>>>
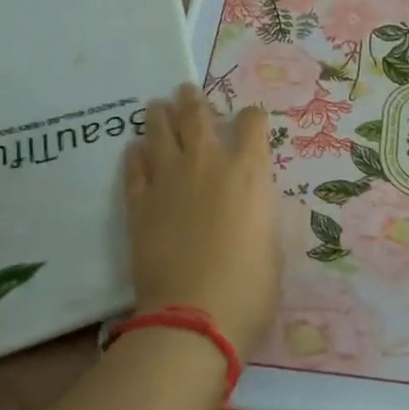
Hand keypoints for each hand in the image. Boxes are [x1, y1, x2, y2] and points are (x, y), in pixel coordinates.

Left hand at [122, 85, 282, 356]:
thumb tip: (255, 202)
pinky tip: (134, 150)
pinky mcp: (138, 204)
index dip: (251, 118)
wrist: (194, 318)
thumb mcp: (274, 244)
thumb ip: (263, 212)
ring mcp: (168, 180)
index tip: (249, 122)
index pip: (251, 122)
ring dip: (160, 116)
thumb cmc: (250, 287)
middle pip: (198, 115)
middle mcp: (208, 164)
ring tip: (157, 106)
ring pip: (160, 132)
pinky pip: (134, 168)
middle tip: (186, 91)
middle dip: (194, 100)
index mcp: (249, 171)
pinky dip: (135, 156)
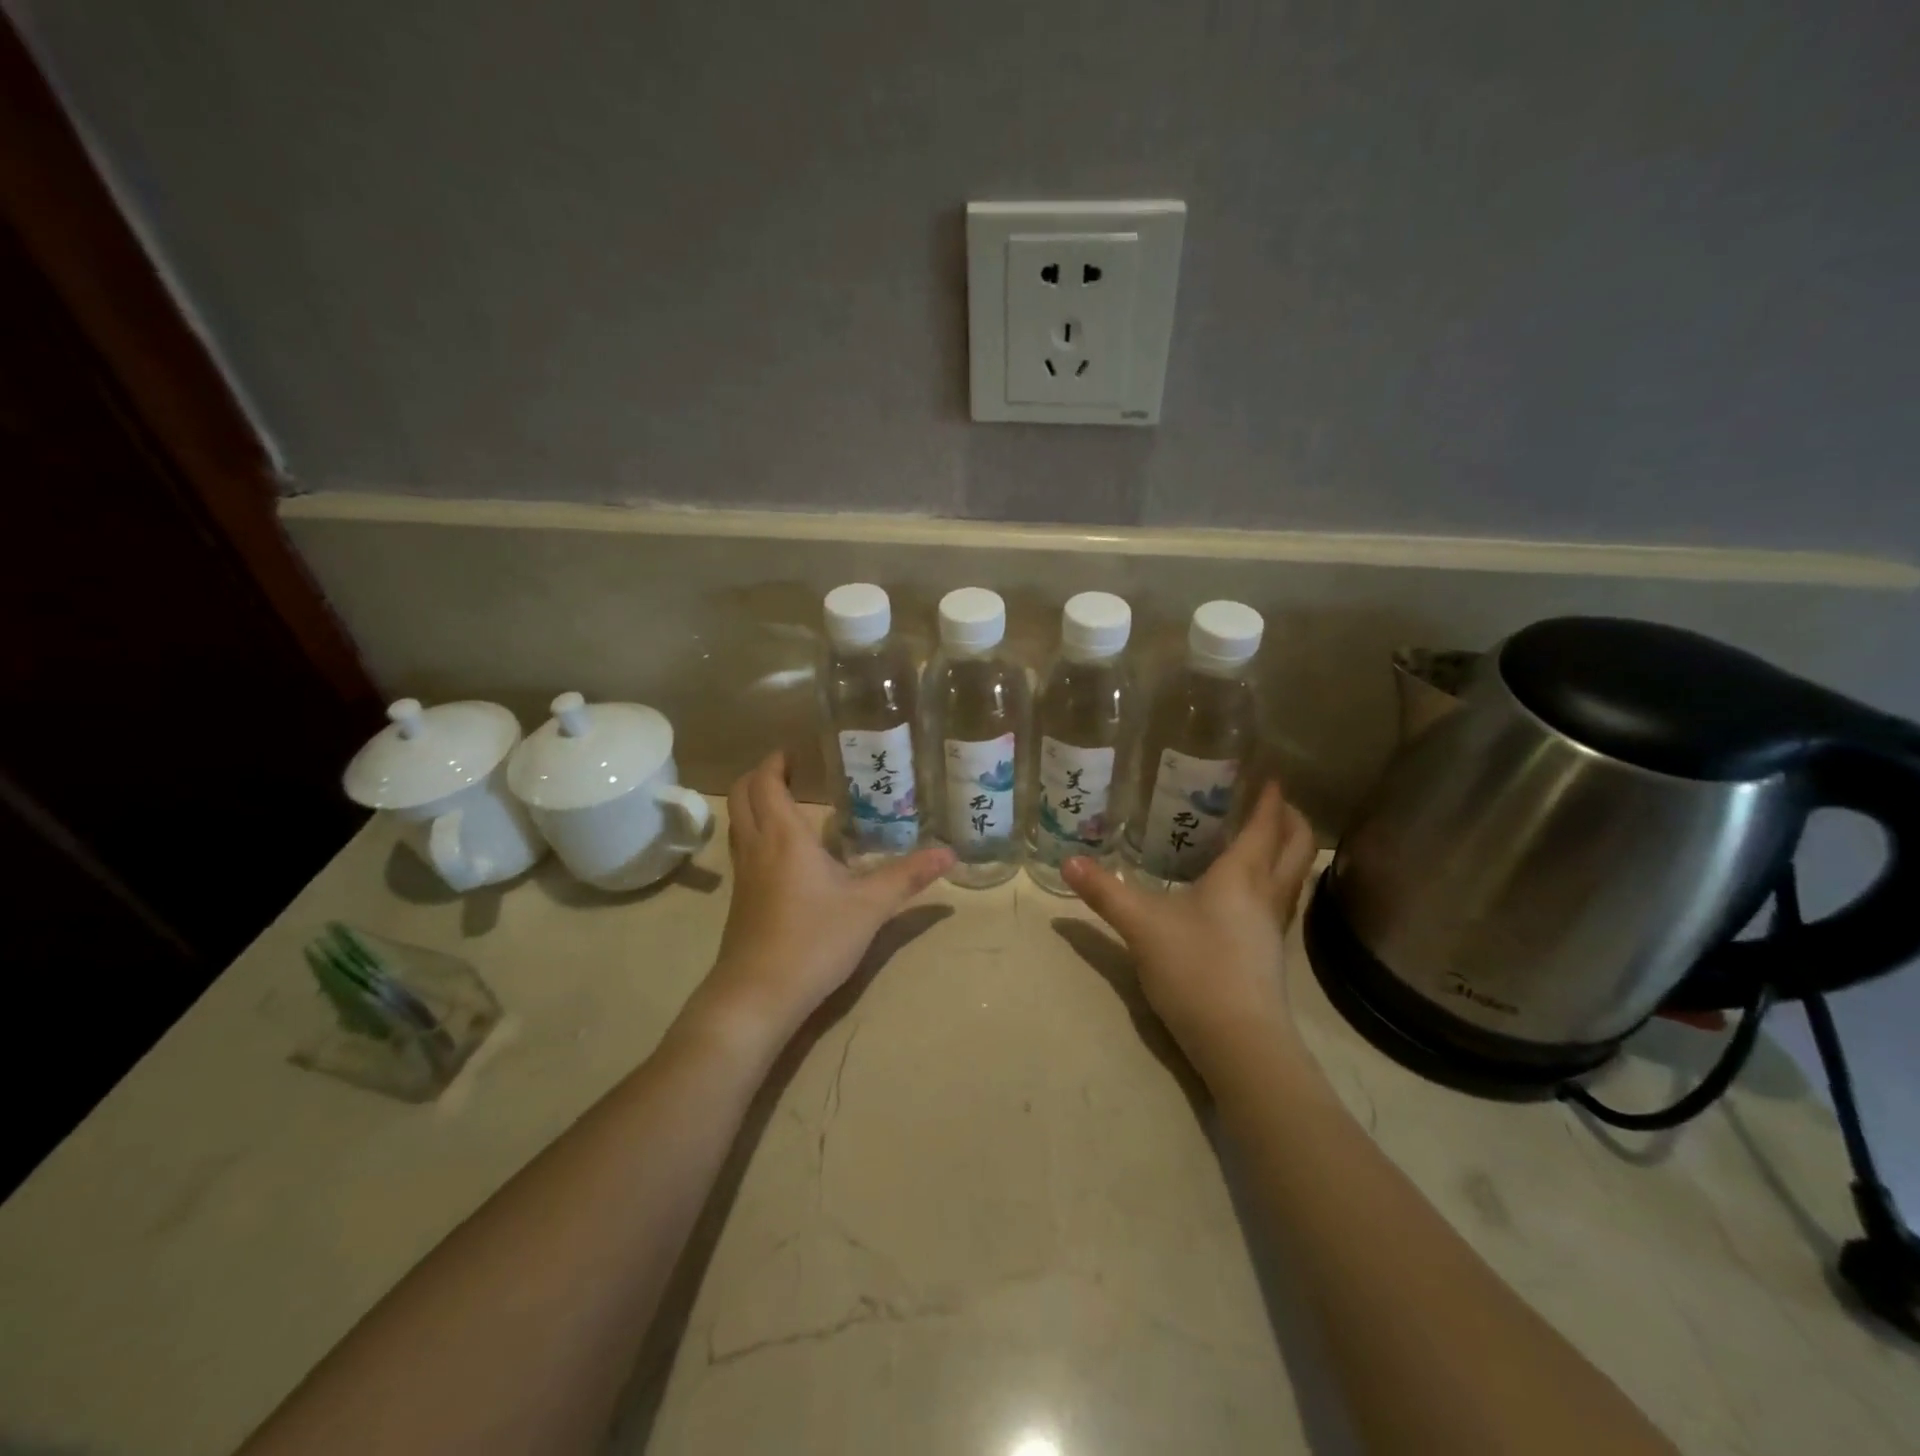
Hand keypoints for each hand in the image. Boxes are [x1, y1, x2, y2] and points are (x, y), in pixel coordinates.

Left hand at [703, 752, 951, 1039]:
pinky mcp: (741, 900)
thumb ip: (908, 876)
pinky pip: (743, 848)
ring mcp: (743, 875)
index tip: (795, 751)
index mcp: (783, 836)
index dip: (775, 761)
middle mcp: (756, 847)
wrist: (758, 995)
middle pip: (741, 796)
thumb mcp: (869, 907)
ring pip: (738, 823)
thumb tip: (949, 853)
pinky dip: (756, 832)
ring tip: (789, 803)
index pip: (765, 782)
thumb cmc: (814, 940)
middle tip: (791, 771)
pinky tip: (785, 852)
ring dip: (754, 803)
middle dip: (759, 776)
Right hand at [1062, 783, 1317, 1077]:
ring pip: (1294, 876)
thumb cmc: (1195, 968)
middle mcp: (1267, 894)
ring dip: (1288, 850)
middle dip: (1291, 820)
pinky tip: (1248, 892)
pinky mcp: (1270, 954)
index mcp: (1242, 876)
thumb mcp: (1140, 925)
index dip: (1269, 799)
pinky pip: (1282, 900)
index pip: (1265, 826)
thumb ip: (1104, 891)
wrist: (1239, 1041)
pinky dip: (1275, 879)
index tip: (1269, 775)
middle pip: (1296, 847)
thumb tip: (1068, 861)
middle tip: (1273, 801)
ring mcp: (1274, 927)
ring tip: (1264, 838)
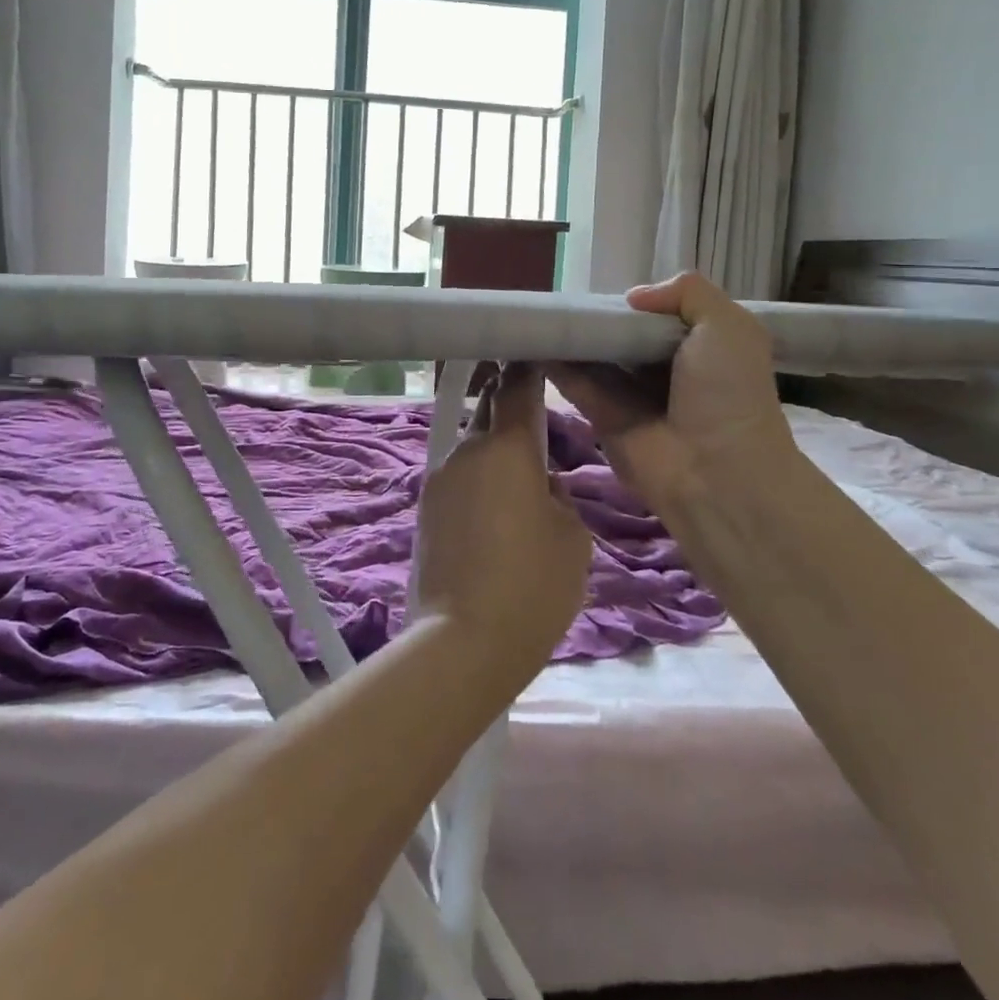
<<<
## What the task asks
Print each record exactly as it stands, leaving the images out.

## Response to the exercise
Hand keypoints for each hand in the image. Boxes are [x1, y1, x2, y2] and points are (x, y), in pixel coordinates.

Left hand at [122, 85, 282, 356]:
thumb tip: (255, 202)
pinky tip: (134, 150)
pinky mcp: (138, 204)
index dip: (251, 118)
wrist: (194, 318)
thumb mcp: (274, 244)
thumb ip: (263, 212)
ring mcp: (168, 180)
index tip: (249, 122)
index pip: (251, 122)
ring dip: (160, 116)
thumb cmc: (250, 287)
middle pip: (198, 115)
middle mcp: (208, 164)
ring tip: (157, 106)
ring pip: (160, 132)
pinky pip: (134, 168)
middle tip: (186, 91)
middle dip: (194, 100)
index mcp: (249, 171)
pinky dip: (135, 156)
Hand keypoints for each hand in the image. Boxes are [x1, y1, x2, y2] and points are (x, y), in pixel coordinates.

Left hand at [703, 752, 951, 1039]:
pinky mcp: (741, 900)
thumb ip: (908, 876)
pinky pip: (743, 848)
ring mcp: (743, 875)
index tip: (795, 751)
index mcp: (783, 836)
index dip: (775, 761)
middle mcp: (756, 847)
wrist: (758, 995)
middle pip: (741, 796)
thumb mcp: (869, 907)
ring pip: (738, 823)
thumb tip: (949, 853)
pinky dip: (756, 832)
ring tip: (789, 803)
index pip: (765, 782)
thumb cmc: (814, 940)
middle tip: (791, 771)
pinky tip: (785, 852)
ring dip: (754, 803)
middle dip: (759, 776)
Right hand at [1062, 783, 1317, 1077]:
ring pip: (1294, 876)
thumb cmc: (1195, 968)
middle mcp: (1267, 894)
ring dip: (1288, 850)
middle dip: (1291, 820)
pinky tip: (1248, 892)
pinky mcp: (1270, 954)
index mcp: (1242, 876)
thumb mcp: (1140, 925)
index dip: (1269, 799)
pinky pip: (1282, 900)
index pip: (1265, 826)
thumb ip: (1104, 891)
wrist: (1239, 1041)
pinky dip: (1275, 879)
index tip: (1269, 775)
middle pip: (1296, 847)
thumb tip: (1068, 861)
middle tip: (1273, 801)
ring mcp: (1274, 927)
ring tip: (1264, 838)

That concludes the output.